I comportamento dei bombi assomiglia a quello dei criminali seriali

  • Un’indagine dell’Università di Londra spiega che i bombi e i serial killer, in alcune situazioni, si comportano in modo simile
  • Entrambi hanno infatti l’abitudine di muoversi nelle stesse modalità all’interno dello spazio in cui vivono
  • La polizia utilizza una tecnica per tracciare il movimento dei criminali
  • Alcuni studi hanno applicato la stessa tecnica che la polizia utilizza nelle indagini sui serial killer, per seguire il movimento dei bombi
  • Sono stati scoperti dei modi per migliorare gli algoritmi che usati per catturare i serial killer

 

Avreste mai detto che dei piccoli insetti ronzanti come i bombi potessero comportarsi in modo analogo ai serial killer? Anche se è davvero difficile da credere, hanno prede e obiettivi diversi, ma le loro abitudini sembrano essere molto simili. I bombi e i serial killer hanno qualcosa in comune, questo ce lo dice il Dr.
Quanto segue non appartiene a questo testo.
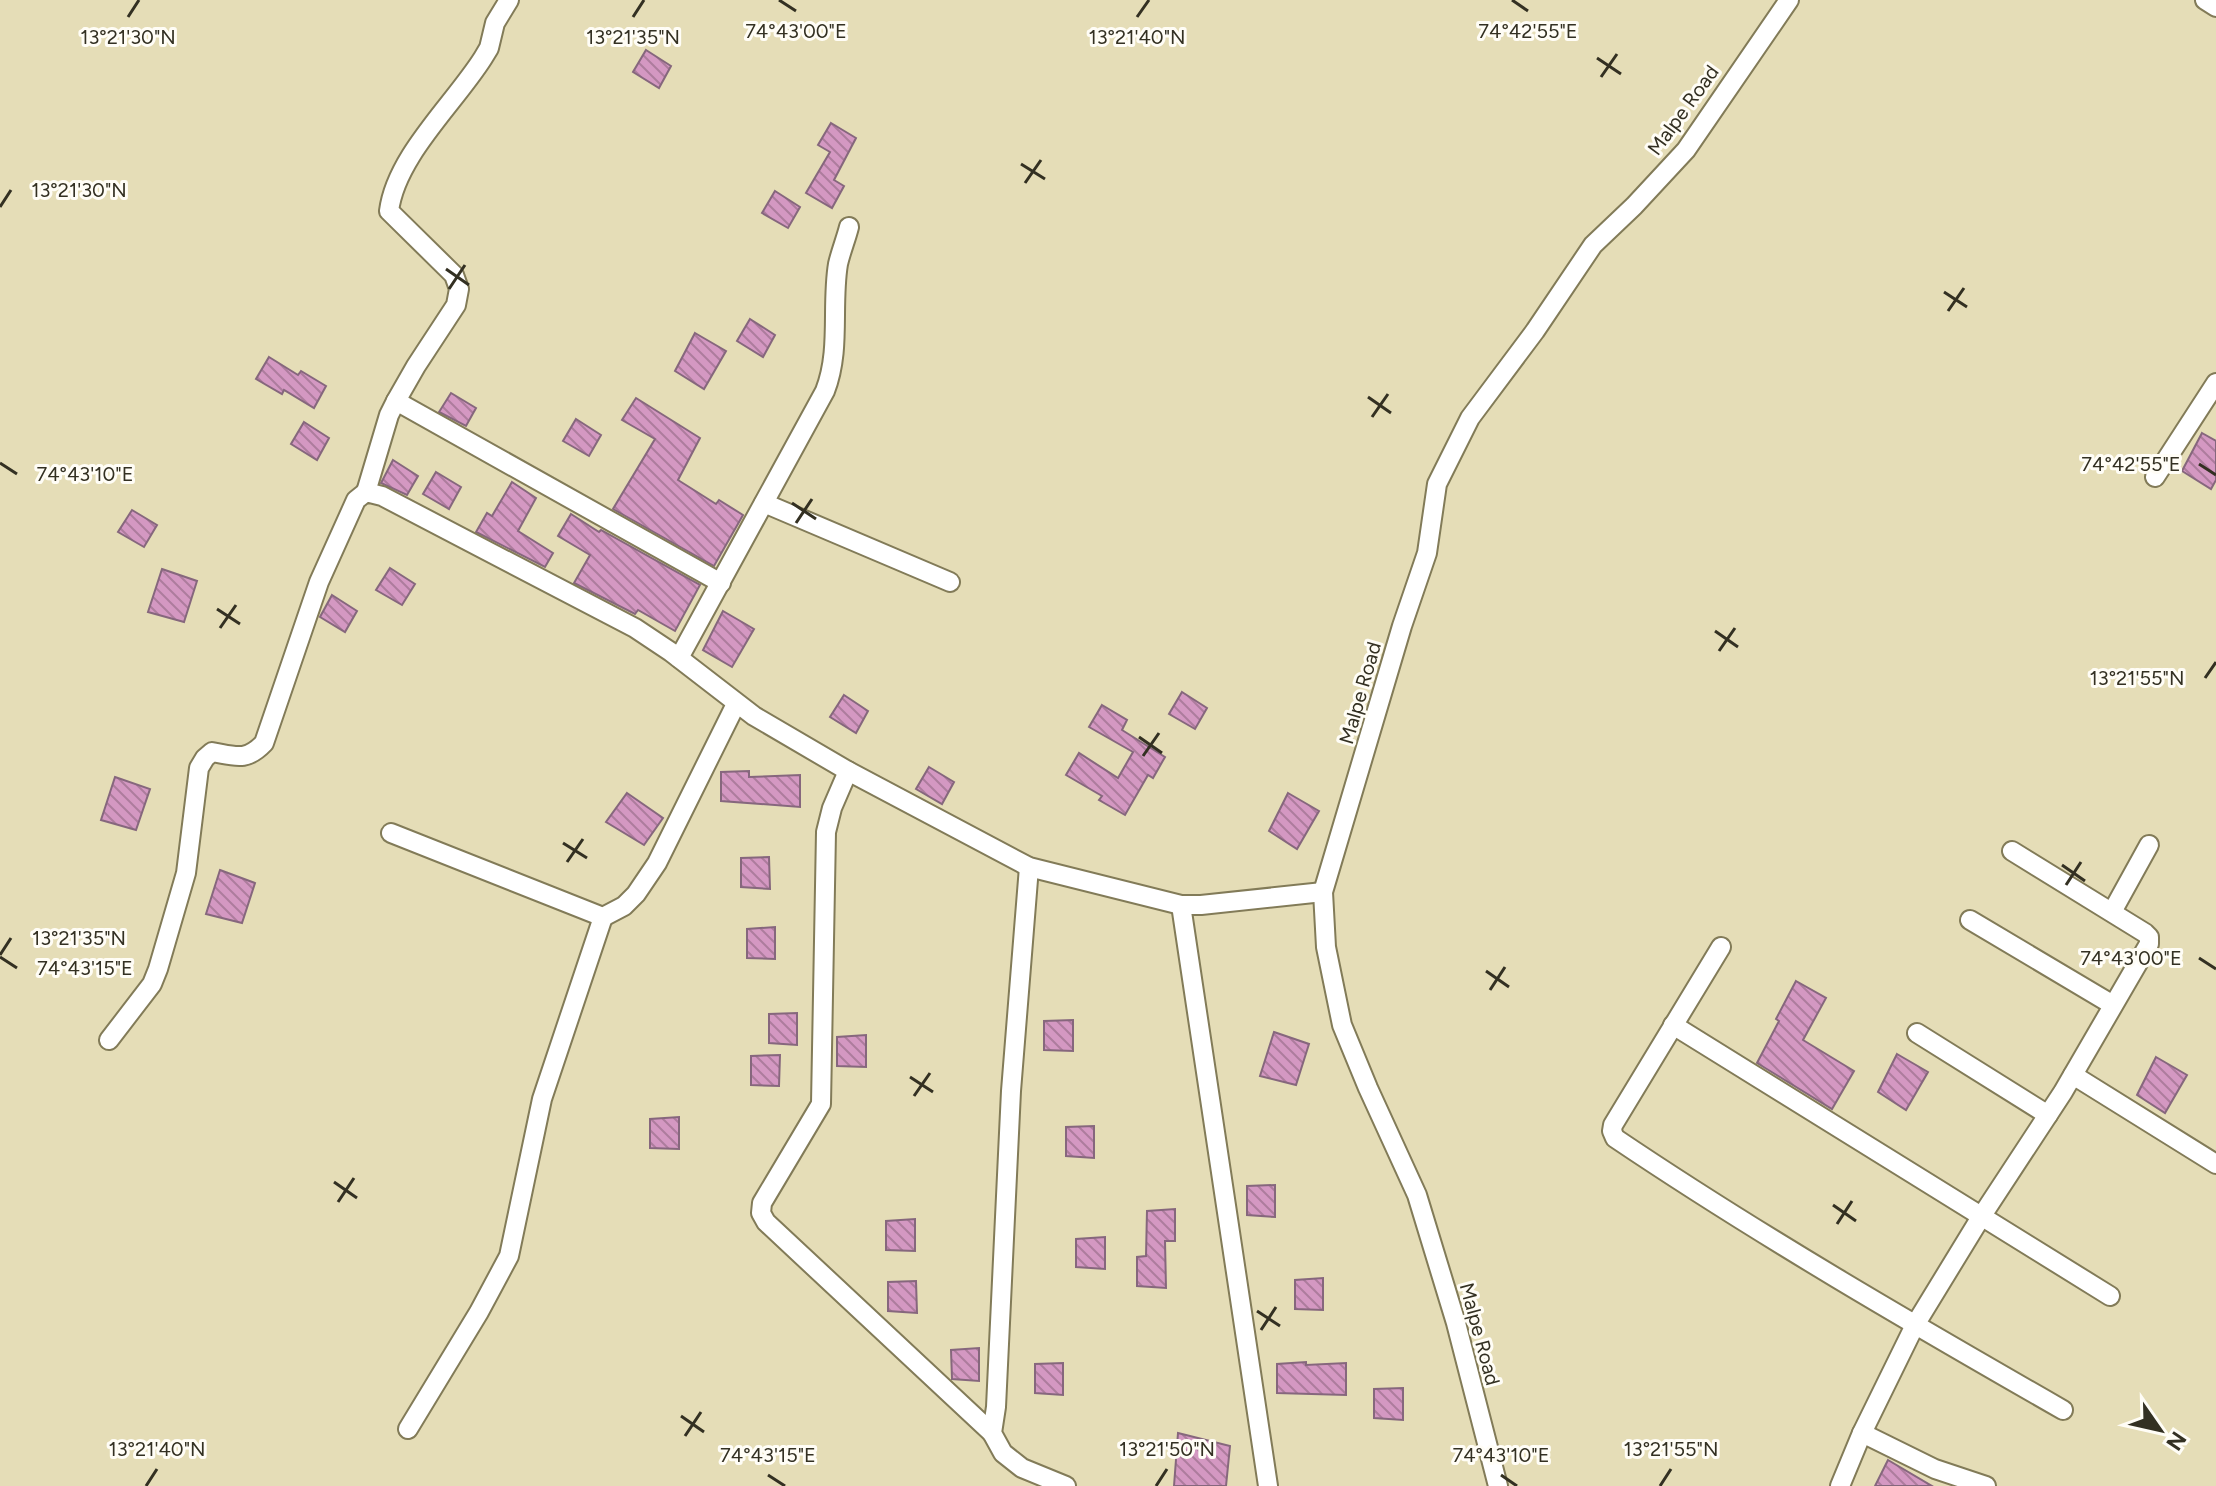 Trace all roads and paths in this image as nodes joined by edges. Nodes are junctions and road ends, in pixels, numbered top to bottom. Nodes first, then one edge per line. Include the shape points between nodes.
1 (509, 0) edge
2 (1789, 0) edge
3 (2205, 0) edge
4 (2216, 7) edge
5 (849, 227) dead end
6 (2216, 383) edge
7 (396, 401) junction
8 (2155, 477) dead end
9 (366, 492) junction
10 (764, 503) junction
11 (950, 582) dead end
12 (721, 583) junction
13 (679, 658) junction
14 (736, 704) junction
15 (848, 771) junction
16 (391, 833) dead end
17 (2149, 845) dead end
18 (2012, 851) dead end
19 (1029, 867) junction
20 (1323, 892) junction
21 (1181, 905) junction
22 (2112, 912) junction
23 (603, 917) junction
24 (1970, 920) dead end
25 (1721, 947) dead end
26 (2113, 1005) junction
27 (1673, 1025) junction
28 (1917, 1033) dead end
29 (109, 1040) dead end
30 (2073, 1075) junction
31 (2048, 1115) junction
32 (2216, 1164) edge
33 (1981, 1217) junction
34 (2110, 1296) dead end
35 (1915, 1325) junction
36 (2063, 1410) dead end
37 (408, 1429) dead end
38 (992, 1433) junction
39 (1862, 1433) junction
40 (1066, 1486) edge
41 (1268, 1486) edge
42 (1498, 1486) edge
43 (1840, 1486) edge
44 (1986, 1486) edge

1 - 7 street via 495,23 489,48 414,149 390,200 389,211 454,275 459,289 456,305
2 - 20 street, Malpe Road via 1686,150 1593,245 1470,418 1437,484 1427,553
3 - 4 street
5 - 10 street via 838,264 832,374
6 - 8 street
7 - 9 street
7 - 12 street
9 - 13 street via 635,628
9 - 29 street via 356,500 319,582 264,743 243,758 212,752 199,768 186,873 158,969
10 - 11 street
10 - 12 street
12 - 13 street
13 - 14 street
14 - 15 street
14 - 23 street via 657,863 636,894
15 - 19 street
15 - 38 street via 826,832 821,1104 761,1213
16 - 23 street
17 - 22 street
18 - 22 street
19 - 21 street
19 - 38 street
20 - 21 street
20 - 42 street, Malpe Road via 1326,947 1342,1025 1417,1195
21 - 41 street
22 - 26 street via 2149,937
23 - 37 street via 542,1099 509,1256
24 - 26 street
25 - 27 street
26 - 30 street
27 - 33 street
27 - 35 street via 1613,1125 1615,1138
28 - 31 street
30 - 31 street
30 - 32 street
31 - 33 street
33 - 34 street
33 - 35 street
35 - 36 street
35 - 39 street
38 - 40 street via 1003,1453 1022,1468
39 - 43 street
39 - 44 street via 1935,1469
Nigel Raine, dall’Università di Londra Queen Mary, nel Regno Unito. Entrambi non amano rendere noto dove abitano e rimangono spesso vicino casa. Ma in che modo questi due fattori possono essere utili alla polizia per rintracciare i movimenti e le abitudini di un serial killer? La polizia utilizza una tecnica in particolare per incastrare i colpevoli di crimini seriali ed è quella del “Profilo geografico”.  Attraverso questo metodo, le forze dell’ordine cercano di circoscrivere e delimitare l’area in cui vengono compiute delle azioni criminose da un determinato criminale.
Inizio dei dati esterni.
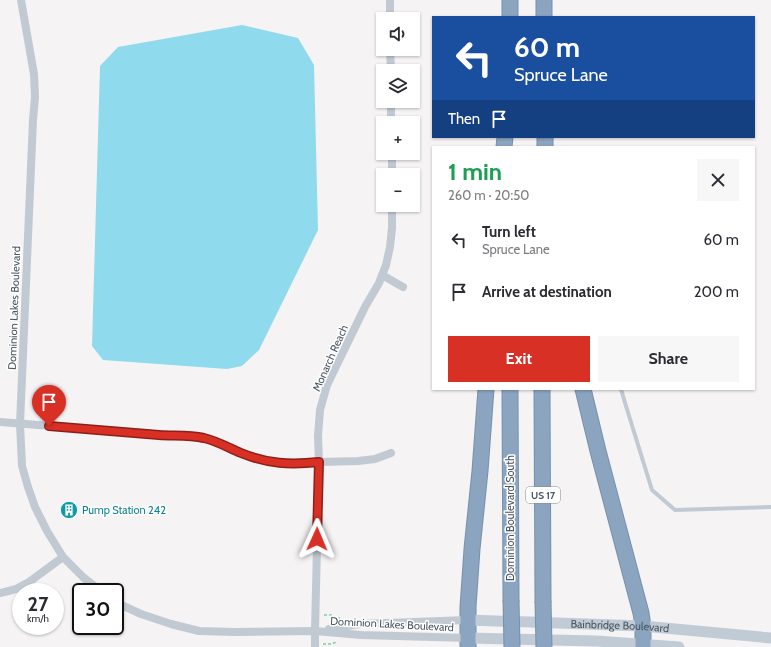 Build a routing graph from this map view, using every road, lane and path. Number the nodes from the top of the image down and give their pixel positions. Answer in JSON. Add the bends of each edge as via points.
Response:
{"nodes":[{"id":1,"x":21,"y":0,"type":"edge"},
{"id":2,"x":390,"y":0,"type":"edge"},
{"id":3,"x":510,"y":0,"type":"edge"},
{"id":4,"x":544,"y":0,"type":"edge"},
{"id":5,"x":390,"y":12,"type":"edge"},
{"id":6,"x":510,"y":16,"type":"edge"},
{"id":7,"x":544,"y":16,"type":"edge"},
{"id":8,"x":392,"y":212,"type":"edge"},
{"id":9,"x":382,"y":275,"type":"junction"},
{"id":10,"x":403,"y":287,"type":"dead end"},
{"id":11,"x":486,"y":390,"type":"edge"},
{"id":12,"x":510,"y":390,"type":"edge"},
{"id":13,"x":542,"y":390,"type":"edge"},
{"id":14,"x":583,"y":390,"type":"edge"},
{"id":15,"x":621,"y":390,"type":"edge"},
{"id":16,"x":0,"y":422,"type":"edge"},
{"id":17,"x":20,"y":424,"type":"junction"},
{"id":18,"x":391,"y":454,"type":"dead end"},
{"id":19,"x":319,"y":462,"type":"junction"},
{"id":20,"x":771,"y":507,"type":"edge"},
{"id":21,"x":63,"y":558,"type":"junction"},
{"id":22,"x":90,"y":583,"type":"edge"},
{"id":23,"x":0,"y":593,"type":"edge"},
{"id":24,"x":124,"y":606,"type":"edge"},
{"id":25,"x":468,"y":620,"type":"junction"},
{"id":26,"x":642,"y":626,"type":"junction"},
{"id":27,"x":315,"y":631,"type":"junction"},
{"id":28,"x":771,"y":638,"type":"edge"},
{"id":29,"x":468,"y":643,"type":"edge"},
{"id":30,"x":643,"y":646,"type":"edge"},
{"id":31,"x":315,"y":647,"type":"edge"},
{"id":32,"x":512,"y":647,"type":"edge"},
{"id":33,"x":544,"y":647,"type":"edge"},
{"id":34,"x":679,"y":647,"type":"edge"}],
"edges":[{"from":1,"to":17,"type":"street","name":"Dominion Lakes Boulevard","via":[[34,74],[35,97]]},
{"from":2,"to":5,"type":"street"},
{"from":3,"to":6,"type":"highway"},
{"from":4,"to":7,"type":"highway"},
{"from":8,"to":9,"type":"street","name":"Monarch Reach","via":[[390,247]]},
{"from":9,"to":10,"type":"street"},
{"from":9,"to":19,"type":"street","name":"Monarch Reach","via":[[327,384],[320,410]]},
{"from":11,"to":25,"type":"highway"},
{"from":12,"to":32,"type":"highway","name":"Dominion Boulevard South","number":"US 17","bridge":true},
{"from":13,"to":33,"type":"highway","number":"US 17","bridge":true},
{"from":14,"to":26,"type":"highway","via":[[641,613]]},
{"from":15,"to":20,"type":"lane","via":[[652,490],[676,510]]},
{"from":16,"to":17,"type":"street"},
{"from":17,"to":19,"type":"street","via":[[185,435],[204,438],[241,453],[280,463]]},
{"from":17,"to":21,"type":"street","name":"Dominion Lakes Boulevard","via":[[22,466],[28,487],[35,507]]},
{"from":18,"to":19,"type":"street","via":[[358,461]]},
{"from":19,"to":27,"type":"street","name":"Monarch Reach"},
{"from":21,"to":22,"type":"street","name":"Dominion Lakes Boulevard"},
{"from":21,"to":23,"type":"street","via":[[29,582]]},
{"from":24,"to":27,"type":"street","name":"Dominion Lakes Boulevard","via":[[171,624],[199,630]]},
{"from":25,"to":26,"type":"main road","name":"Bainbridge Boulevard"},
{"from":25,"to":27,"type":"street","name":"Dominion Lakes Boulevard","via":[[360,624]]},
{"from":25,"to":29,"type":"highway"},
{"from":26,"to":28,"type":"main road","name":"Bainbridge Boulevard"},
{"from":26,"to":30,"type":"highway"},
{"from":27,"to":29,"type":"street","name":"Dominion Lakes Boulevard"},
{"from":27,"to":31,"type":"street","name":"Monarch Reach"},
{"from":29,"to":30,"type":"main road","name":"Bainbridge Boulevard","via":[[596,641]]},
{"from":30,"to":34,"type":"main road","name":"Bainbridge Boulevard"}]}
Il comportamento della maggior parte di questi soggetti, seguendo questa logica, sembrerebbe spesso ripetersi con alcune analogie. I crimini sembrano accadere sempre vicino l’abitazione del colpevole, ma mai troppo vicino, così da evitare di essere riconosciuti dai conoscenti del quartiere di residenza. Questa “buffer zone” o zona cuscinetto in cui il criminale non agisce, gli permette di muoversi senza essere scoperti. Durante le indagini, la polizia cerca di localizzare quindi la zona cuscinetto per capire dove risiede il criminale.
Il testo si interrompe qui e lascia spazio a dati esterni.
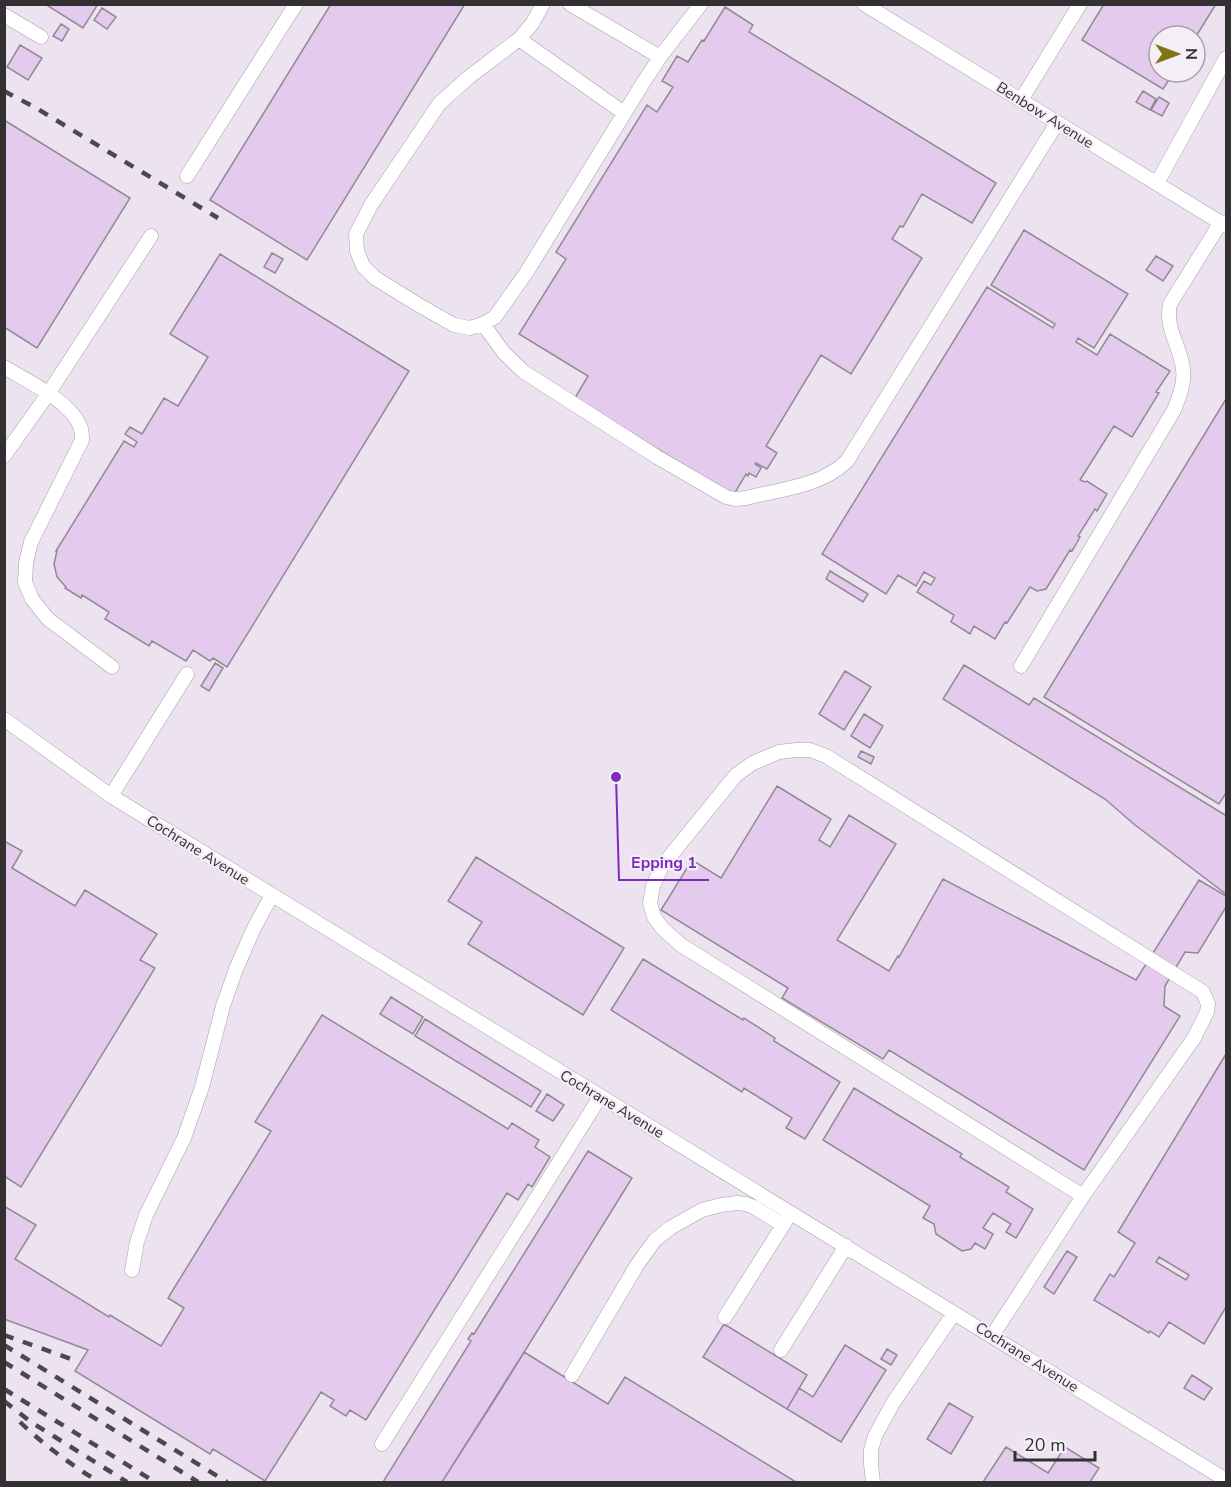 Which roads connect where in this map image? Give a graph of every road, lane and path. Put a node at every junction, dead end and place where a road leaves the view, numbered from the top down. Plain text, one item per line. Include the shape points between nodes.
1 (296, 4) edge
2 (543, 4) edge
3 (570, 4) edge
4 (864, 4) edge
5 (1080, 4) edge
6 (699, 5) edge
7 (4, 15) edge
8 (41, 37) dead end
9 (519, 39) junction
10 (660, 57) junction
11 (1227, 58) edge
12 (1021, 100) junction
13 (624, 113) junction
14 (1057, 123) junction
15 (187, 176) dead end
16 (1157, 183) junction
17 (1224, 224) edge
18 (151, 236) dead end
19 (483, 324) junction
20 (4, 367) edge
21 (48, 394) junction
22 (4, 456) edge
23 (1021, 666) dead end
24 (112, 667) dead end
25 (187, 674) dead end
26 (4, 719) edge
27 (111, 796) junction
28 (272, 895) junction
29 (600, 1097) junction
30 (1083, 1196) junction
31 (791, 1212) junction
32 (783, 1225) junction
33 (846, 1246) junction
34 (132, 1270) dead end
35 (954, 1313) junction
36 (725, 1317) dead end
37 (992, 1336) junction
38 (781, 1350) dead end
39 (572, 1375) dead end
40 (382, 1444) dead end
41 (1227, 1480) edge
42 (873, 1482) edge

1 - 15 lane
2 - 9 lane
3 - 10 lane
4 - 12 lane, Benbow Avenue
5 - 12 lane
6 - 10 lane
7 - 8 lane
9 - 13 lane
9 - 19 lane via 439,104 356,234 363,266 375,278 454,326 470,328
10 - 13 lane
11 - 16 lane
12 - 14 lane, Benbow Avenue
13 - 19 lane via 526,273 495,317
14 - 16 lane, Benbow Avenue
14 - 19 lane via 848,461 808,484 746,498 726,497 524,372
16 - 17 lane, Benbow Avenue
17 - 23 lane via 1170,304 1169,324 1184,371 1174,410
18 - 21 lane
20 - 21 lane
21 - 22 lane
21 - 24 lane via 74,414 82,440 31,542 25,582 32,599 48,619
25 - 27 lane
26 - 27 lane, Cochrane Avenue
27 - 28 lane, Cochrane Avenue
28 - 29 lane, Cochrane Avenue
28 - 34 lane via 236,969 202,1087 184,1138 146,1215
29 - 31 lane, Cochrane Avenue
29 - 40 lane
30 - 30 lane via 1194,1038 1207,1012 1203,992 826,756 810,750 779,752 736,775 662,866 650,903 663,929 681,945
30 - 37 lane
31 - 32 lane
31 - 33 lane, Cochrane Avenue
32 - 36 lane
32 - 39 lane via 754,1207 737,1203 702,1210 670,1228 655,1240 637,1265
33 - 35 lane, Cochrane Avenue
33 - 38 lane
35 - 37 lane, Cochrane Avenue
35 - 42 lane via 875,1436 871,1450
37 - 41 lane, Cochrane Avenue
Ecco quali sono le analogie tra bombi e serial killer

Non diversamente dai serial killer, sembra che anche i bombi lascino una zona cuscinetto attorno al loro nido, per confondere i predatori che vorrebbero trovarlo. Per testare l’efficacia del “Profilo Geografico” GP su bombi, il biologo Nigel Raine e i suoi colleghi hanno creato “un’oasi” artificiale con fiori contenenti nettare artificiale. Nel tracciare i movimenti dei piccoli insetti gialli e neri, i ricercatori si sono accorti di essere in grado di geolocalizzare l’alveare dei bombi, dimostrando l’efficacia del GP.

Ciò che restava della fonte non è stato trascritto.